START Data extract
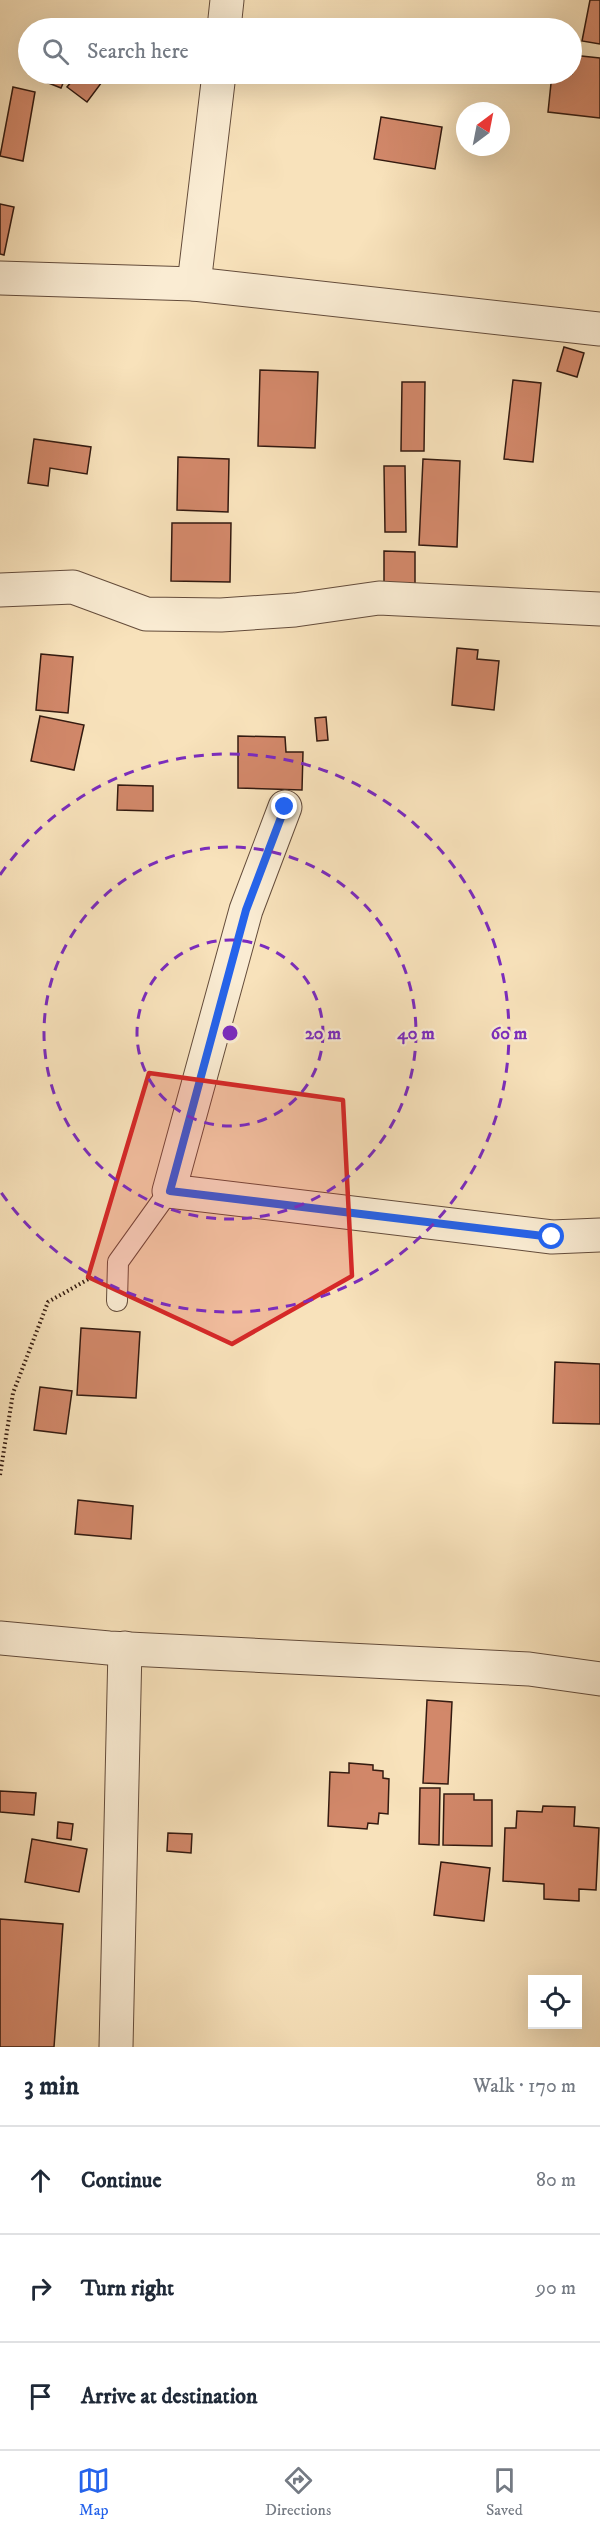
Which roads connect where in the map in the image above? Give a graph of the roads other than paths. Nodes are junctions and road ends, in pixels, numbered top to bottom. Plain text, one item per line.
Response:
1 (227, 0) edge
2 (225, 18) edge
3 (218, 84) edge
4 (0, 278) edge
5 (194, 284) junction
6 (600, 328) edge
7 (0, 590) edge
8 (600, 609) edge
9 (285, 807) dead end
10 (170, 1191) junction
11 (600, 1235) edge
12 (117, 1301) dead end
13 (0, 1638) edge
14 (125, 1648) junction
15 (600, 1679) edge
16 (116, 2047) edge

1 - 2 street
3 - 5 street
4 - 5 street
5 - 6 street
7 - 8 street
9 - 10 street
10 - 11 street
10 - 12 lane
13 - 14 street
14 - 15 street
14 - 16 street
END Data extract
Generate a word-for-word copy of the preceding records, excluding all pictures.

Which roads connect where in the map in the image above? Give a graph of the roads other than paths. Nodes are junctions and road ends, in pixels, numbered top to bottom. Plain text, one item per line.
Response:
1 (227, 0) edge
2 (225, 18) edge
3 (218, 84) edge
4 (0, 278) edge
5 (194, 284) junction
6 (600, 328) edge
7 (0, 590) edge
8 (600, 609) edge
9 (285, 807) dead end
10 (170, 1191) junction
11 (600, 1235) edge
12 (117, 1301) dead end
13 (0, 1638) edge
14 (125, 1648) junction
15 (600, 1679) edge
16 (116, 2047) edge

1 - 2 street
3 - 5 street
4 - 5 street
5 - 6 street
7 - 8 street
9 - 10 street
10 - 11 street
10 - 12 lane
13 - 14 street
14 - 15 street
14 - 16 street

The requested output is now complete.